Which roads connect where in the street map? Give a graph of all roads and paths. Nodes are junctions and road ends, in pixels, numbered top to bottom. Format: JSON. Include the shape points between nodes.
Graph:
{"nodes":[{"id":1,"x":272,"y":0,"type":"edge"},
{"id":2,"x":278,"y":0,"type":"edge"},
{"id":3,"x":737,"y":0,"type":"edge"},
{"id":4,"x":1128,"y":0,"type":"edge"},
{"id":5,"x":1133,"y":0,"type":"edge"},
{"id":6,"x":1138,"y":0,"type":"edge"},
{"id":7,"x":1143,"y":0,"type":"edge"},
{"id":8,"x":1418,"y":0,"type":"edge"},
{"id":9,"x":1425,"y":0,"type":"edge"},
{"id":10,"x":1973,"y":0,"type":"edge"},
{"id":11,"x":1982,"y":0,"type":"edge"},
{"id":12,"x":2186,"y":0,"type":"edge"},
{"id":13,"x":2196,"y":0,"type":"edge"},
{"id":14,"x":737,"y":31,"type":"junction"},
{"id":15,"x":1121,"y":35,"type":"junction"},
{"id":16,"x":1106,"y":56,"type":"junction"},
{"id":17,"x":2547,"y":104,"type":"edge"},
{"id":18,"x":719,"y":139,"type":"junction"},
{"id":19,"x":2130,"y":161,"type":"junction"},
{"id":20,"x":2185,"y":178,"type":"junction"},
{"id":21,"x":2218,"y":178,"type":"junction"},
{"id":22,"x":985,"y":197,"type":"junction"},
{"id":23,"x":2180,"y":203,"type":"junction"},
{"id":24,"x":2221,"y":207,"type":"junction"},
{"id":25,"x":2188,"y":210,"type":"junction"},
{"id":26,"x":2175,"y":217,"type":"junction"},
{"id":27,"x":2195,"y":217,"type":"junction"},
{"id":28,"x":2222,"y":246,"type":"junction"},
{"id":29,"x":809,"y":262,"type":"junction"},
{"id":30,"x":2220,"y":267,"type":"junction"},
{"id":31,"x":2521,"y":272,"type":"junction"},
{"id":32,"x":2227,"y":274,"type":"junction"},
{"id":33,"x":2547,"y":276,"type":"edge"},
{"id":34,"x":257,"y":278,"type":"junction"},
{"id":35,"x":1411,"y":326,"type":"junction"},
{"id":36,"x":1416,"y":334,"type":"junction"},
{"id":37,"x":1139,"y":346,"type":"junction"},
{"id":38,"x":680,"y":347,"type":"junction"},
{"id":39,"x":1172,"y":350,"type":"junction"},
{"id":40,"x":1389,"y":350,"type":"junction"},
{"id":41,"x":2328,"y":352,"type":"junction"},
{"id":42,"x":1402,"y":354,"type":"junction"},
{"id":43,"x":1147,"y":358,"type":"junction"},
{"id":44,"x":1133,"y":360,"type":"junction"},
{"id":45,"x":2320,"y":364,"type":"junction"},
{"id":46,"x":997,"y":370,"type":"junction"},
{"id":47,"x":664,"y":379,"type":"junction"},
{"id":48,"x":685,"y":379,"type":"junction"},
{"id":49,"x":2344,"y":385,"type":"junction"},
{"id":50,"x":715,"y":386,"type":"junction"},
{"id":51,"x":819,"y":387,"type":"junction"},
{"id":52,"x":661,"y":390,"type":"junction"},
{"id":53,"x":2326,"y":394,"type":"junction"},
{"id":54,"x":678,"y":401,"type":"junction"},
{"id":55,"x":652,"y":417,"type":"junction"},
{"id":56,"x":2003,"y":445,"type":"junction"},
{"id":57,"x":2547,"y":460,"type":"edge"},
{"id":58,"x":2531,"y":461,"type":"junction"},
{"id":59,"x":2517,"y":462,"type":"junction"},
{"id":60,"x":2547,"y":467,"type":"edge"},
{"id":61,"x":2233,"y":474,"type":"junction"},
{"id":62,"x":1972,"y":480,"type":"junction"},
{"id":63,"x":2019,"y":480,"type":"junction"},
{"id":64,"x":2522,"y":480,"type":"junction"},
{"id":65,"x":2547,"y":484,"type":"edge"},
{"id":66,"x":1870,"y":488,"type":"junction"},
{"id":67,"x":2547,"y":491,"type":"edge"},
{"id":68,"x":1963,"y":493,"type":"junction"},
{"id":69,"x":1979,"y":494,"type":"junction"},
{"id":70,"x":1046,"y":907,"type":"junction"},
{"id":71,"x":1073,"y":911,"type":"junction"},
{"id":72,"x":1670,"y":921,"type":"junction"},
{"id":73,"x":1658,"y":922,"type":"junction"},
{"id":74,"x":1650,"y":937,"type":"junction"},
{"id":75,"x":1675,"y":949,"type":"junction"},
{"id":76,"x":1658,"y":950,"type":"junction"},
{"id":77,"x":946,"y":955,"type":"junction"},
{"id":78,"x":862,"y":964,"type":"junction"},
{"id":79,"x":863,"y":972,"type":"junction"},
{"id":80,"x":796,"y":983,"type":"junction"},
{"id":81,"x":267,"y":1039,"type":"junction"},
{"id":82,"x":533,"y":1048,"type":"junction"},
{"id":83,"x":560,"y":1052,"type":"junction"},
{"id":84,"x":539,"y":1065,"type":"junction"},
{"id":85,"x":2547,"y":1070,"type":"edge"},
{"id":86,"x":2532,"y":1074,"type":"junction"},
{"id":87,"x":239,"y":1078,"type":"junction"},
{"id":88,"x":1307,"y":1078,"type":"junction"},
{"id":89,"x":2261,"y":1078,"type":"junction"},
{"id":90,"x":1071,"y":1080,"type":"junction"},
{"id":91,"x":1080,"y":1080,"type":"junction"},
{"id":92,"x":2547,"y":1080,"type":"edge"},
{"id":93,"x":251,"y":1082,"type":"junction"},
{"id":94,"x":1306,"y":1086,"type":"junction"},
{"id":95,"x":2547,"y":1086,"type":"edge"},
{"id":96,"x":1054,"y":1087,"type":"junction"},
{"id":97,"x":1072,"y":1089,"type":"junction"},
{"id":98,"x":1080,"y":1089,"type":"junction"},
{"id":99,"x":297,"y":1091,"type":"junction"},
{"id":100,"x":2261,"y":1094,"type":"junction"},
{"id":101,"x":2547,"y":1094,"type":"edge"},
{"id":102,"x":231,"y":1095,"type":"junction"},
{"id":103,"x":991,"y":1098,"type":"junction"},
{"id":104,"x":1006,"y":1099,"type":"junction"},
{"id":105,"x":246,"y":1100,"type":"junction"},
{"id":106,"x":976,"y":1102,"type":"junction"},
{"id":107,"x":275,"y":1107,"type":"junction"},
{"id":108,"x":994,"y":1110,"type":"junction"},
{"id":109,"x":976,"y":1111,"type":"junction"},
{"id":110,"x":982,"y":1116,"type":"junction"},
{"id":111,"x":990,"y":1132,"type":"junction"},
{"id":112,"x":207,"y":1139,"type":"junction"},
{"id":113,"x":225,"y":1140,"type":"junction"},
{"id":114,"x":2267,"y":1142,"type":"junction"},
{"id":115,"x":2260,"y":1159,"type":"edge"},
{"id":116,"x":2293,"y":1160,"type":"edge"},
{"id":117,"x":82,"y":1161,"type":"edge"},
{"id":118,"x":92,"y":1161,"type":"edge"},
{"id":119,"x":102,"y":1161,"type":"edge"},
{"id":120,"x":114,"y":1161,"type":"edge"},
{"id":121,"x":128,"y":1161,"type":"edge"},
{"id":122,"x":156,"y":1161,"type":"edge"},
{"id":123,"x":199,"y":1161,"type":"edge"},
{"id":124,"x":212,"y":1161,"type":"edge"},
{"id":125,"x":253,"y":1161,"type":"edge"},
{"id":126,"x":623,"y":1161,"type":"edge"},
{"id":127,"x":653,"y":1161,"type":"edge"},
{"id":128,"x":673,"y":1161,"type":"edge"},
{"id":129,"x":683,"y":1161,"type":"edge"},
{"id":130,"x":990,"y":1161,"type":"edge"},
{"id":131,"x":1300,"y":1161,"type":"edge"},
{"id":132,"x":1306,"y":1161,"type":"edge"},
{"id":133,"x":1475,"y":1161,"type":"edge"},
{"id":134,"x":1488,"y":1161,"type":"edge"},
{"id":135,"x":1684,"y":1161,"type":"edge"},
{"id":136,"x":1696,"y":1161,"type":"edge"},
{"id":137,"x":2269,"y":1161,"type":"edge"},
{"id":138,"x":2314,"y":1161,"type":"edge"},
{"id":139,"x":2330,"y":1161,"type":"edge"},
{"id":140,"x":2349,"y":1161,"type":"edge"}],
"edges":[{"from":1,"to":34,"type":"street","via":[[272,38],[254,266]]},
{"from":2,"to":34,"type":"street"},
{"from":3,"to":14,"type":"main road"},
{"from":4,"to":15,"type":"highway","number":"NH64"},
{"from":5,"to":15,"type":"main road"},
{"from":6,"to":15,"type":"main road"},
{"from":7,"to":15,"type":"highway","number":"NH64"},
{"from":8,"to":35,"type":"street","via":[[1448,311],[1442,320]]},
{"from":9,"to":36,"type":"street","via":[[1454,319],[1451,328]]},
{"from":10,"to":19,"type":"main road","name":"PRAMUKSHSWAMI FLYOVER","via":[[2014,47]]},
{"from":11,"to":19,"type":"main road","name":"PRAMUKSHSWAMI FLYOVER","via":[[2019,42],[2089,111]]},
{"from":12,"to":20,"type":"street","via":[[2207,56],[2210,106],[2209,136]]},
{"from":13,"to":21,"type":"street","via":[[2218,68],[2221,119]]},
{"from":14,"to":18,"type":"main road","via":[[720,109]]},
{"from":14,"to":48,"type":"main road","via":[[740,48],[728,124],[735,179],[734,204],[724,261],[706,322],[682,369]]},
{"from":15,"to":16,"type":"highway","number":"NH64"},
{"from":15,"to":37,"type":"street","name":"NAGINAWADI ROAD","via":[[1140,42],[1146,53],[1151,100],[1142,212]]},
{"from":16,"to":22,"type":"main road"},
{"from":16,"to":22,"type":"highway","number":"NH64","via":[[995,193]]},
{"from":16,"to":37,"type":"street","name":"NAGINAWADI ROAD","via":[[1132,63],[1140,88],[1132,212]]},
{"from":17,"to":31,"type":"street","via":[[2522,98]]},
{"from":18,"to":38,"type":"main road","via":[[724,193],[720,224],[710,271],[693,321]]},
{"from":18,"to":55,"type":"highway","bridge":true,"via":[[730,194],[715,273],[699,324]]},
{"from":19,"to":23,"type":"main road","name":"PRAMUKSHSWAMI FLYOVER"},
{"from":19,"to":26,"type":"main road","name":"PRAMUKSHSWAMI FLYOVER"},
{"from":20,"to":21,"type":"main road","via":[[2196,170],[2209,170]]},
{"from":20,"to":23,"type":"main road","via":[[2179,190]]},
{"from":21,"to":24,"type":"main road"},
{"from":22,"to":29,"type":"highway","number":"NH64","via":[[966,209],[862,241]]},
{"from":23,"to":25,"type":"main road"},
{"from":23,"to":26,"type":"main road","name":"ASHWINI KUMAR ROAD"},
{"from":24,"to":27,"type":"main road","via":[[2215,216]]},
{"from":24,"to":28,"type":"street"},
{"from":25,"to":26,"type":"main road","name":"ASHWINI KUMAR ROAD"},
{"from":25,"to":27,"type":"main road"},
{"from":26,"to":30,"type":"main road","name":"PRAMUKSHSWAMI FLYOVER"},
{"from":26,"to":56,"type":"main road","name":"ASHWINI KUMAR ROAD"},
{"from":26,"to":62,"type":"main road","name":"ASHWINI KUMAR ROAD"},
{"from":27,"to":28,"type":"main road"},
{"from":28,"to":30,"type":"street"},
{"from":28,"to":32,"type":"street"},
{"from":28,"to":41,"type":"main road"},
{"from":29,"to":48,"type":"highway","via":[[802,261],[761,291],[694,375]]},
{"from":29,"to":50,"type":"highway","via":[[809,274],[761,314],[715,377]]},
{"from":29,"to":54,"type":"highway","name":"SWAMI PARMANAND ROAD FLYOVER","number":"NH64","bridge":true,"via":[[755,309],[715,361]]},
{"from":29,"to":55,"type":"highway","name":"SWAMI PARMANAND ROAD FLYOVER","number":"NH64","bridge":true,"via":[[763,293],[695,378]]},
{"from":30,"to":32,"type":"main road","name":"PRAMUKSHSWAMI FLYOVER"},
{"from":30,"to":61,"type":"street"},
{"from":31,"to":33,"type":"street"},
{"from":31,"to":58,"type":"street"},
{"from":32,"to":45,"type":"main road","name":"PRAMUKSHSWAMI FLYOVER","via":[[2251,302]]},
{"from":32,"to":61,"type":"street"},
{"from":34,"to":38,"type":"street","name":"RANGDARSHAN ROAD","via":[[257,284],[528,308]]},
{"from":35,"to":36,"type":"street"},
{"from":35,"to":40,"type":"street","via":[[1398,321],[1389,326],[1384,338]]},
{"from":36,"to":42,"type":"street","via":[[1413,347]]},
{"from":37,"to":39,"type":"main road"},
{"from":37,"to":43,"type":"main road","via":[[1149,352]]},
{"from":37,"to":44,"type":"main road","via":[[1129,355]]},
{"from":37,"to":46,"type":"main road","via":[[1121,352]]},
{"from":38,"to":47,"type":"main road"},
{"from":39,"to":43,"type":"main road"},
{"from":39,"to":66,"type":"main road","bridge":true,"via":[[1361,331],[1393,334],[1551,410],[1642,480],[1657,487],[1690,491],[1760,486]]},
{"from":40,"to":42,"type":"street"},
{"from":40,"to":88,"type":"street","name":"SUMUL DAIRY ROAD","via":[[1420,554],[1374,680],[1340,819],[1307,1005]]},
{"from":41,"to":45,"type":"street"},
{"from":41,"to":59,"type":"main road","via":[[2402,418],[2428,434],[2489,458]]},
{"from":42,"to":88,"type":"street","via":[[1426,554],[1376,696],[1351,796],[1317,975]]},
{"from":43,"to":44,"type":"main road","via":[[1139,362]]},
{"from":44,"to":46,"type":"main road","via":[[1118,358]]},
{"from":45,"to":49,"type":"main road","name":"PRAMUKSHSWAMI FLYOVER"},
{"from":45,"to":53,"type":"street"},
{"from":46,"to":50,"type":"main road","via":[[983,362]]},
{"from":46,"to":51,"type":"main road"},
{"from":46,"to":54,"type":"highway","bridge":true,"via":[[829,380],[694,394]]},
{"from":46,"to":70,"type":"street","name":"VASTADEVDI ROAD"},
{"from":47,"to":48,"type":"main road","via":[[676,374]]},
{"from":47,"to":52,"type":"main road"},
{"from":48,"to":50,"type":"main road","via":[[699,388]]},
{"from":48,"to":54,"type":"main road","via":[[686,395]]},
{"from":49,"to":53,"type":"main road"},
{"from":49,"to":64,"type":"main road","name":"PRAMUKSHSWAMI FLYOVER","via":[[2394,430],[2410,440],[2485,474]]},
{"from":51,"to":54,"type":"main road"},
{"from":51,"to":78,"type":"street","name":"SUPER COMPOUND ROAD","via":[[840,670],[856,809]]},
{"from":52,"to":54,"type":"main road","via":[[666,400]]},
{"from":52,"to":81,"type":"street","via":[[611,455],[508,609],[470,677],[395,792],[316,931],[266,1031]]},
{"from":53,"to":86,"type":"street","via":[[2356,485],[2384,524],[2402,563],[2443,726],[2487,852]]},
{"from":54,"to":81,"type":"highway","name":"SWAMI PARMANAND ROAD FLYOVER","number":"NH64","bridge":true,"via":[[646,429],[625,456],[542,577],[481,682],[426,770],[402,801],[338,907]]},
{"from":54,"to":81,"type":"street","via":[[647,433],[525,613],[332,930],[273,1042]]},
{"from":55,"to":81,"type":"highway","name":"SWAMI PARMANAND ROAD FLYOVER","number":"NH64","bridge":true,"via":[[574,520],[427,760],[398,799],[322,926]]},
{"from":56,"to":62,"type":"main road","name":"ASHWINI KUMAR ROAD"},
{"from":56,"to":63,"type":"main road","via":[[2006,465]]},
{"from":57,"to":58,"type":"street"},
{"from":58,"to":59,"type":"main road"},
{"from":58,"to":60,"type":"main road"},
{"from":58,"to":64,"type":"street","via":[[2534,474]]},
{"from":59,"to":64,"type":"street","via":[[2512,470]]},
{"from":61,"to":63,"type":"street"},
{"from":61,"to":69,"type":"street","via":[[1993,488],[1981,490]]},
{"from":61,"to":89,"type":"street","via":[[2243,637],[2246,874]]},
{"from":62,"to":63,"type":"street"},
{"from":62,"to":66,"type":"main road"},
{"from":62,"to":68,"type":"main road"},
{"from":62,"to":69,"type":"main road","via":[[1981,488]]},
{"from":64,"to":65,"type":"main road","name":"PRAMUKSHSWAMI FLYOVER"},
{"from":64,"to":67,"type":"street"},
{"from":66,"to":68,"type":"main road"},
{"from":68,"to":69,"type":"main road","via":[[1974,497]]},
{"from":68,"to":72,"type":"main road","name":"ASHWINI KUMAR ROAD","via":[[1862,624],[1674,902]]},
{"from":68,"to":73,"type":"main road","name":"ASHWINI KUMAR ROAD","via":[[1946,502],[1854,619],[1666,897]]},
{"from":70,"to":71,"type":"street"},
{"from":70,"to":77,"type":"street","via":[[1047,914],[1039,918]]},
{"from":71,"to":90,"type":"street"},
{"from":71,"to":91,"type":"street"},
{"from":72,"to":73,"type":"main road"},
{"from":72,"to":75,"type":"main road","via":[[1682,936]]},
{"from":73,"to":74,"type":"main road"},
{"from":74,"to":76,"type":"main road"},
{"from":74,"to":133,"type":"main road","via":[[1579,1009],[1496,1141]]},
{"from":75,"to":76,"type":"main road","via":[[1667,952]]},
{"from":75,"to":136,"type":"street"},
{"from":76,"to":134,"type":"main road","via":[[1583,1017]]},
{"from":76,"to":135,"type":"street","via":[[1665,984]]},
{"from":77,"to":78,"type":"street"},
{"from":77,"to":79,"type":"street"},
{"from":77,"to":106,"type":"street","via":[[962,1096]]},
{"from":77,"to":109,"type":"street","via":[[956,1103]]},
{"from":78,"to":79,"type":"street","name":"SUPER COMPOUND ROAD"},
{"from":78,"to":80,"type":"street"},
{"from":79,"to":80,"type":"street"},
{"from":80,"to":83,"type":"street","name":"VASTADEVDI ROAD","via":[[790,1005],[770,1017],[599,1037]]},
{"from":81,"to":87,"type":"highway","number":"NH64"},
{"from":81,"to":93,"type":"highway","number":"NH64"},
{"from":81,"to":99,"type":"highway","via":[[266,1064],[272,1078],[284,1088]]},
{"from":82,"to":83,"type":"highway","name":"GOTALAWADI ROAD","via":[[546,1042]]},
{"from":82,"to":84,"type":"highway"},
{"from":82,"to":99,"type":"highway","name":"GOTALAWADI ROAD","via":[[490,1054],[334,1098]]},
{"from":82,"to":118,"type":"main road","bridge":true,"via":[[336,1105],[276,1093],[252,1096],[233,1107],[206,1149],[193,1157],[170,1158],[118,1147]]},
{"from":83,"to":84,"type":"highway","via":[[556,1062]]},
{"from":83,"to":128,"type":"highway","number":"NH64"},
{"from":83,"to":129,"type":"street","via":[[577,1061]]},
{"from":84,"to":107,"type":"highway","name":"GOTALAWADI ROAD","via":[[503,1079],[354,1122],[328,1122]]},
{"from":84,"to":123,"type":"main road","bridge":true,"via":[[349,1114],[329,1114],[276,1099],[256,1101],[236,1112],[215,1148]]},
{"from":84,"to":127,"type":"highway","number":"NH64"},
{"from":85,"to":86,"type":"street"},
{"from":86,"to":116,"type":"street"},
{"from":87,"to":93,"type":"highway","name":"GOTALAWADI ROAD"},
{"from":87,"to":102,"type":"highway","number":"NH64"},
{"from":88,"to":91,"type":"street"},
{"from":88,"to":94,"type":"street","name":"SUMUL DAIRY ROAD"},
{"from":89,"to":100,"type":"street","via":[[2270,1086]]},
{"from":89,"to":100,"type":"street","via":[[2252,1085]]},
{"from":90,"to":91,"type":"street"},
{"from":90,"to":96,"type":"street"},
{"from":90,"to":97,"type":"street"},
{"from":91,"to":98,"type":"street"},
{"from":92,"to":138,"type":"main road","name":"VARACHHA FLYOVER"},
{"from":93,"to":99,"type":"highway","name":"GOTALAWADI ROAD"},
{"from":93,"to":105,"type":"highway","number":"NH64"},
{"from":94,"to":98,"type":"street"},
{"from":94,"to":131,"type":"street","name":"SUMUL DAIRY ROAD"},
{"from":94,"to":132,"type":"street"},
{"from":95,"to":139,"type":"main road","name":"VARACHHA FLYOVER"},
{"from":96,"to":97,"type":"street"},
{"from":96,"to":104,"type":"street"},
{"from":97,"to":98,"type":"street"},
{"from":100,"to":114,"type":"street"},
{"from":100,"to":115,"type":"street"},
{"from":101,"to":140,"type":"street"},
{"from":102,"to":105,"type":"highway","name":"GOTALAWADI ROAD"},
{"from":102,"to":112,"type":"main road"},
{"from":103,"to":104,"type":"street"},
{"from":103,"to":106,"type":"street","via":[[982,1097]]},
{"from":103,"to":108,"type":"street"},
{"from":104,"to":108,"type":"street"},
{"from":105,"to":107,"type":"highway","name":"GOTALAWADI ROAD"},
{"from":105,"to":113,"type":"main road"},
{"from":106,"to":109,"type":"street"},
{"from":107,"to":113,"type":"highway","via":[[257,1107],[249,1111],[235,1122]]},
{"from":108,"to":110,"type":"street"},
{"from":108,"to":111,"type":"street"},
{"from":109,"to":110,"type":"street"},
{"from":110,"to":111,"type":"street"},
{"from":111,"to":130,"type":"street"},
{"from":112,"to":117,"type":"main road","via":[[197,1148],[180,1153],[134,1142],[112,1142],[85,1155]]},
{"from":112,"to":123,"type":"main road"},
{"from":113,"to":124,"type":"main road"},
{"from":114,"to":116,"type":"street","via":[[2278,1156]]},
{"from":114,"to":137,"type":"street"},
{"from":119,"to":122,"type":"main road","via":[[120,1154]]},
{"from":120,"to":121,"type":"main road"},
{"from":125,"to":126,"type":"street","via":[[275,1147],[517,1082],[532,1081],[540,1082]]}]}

■ Problem statement
Copy out each line carrying the string "COMPOUND" from the data.

■ Expected output
{"from":51,"to":78,"type":"street","name":"SUPER COMPOUND ROAD","via":[[840,670],[856,809]]},
{"from":78,"to":79,"type":"street","name":"SUPER COMPOUND ROAD"},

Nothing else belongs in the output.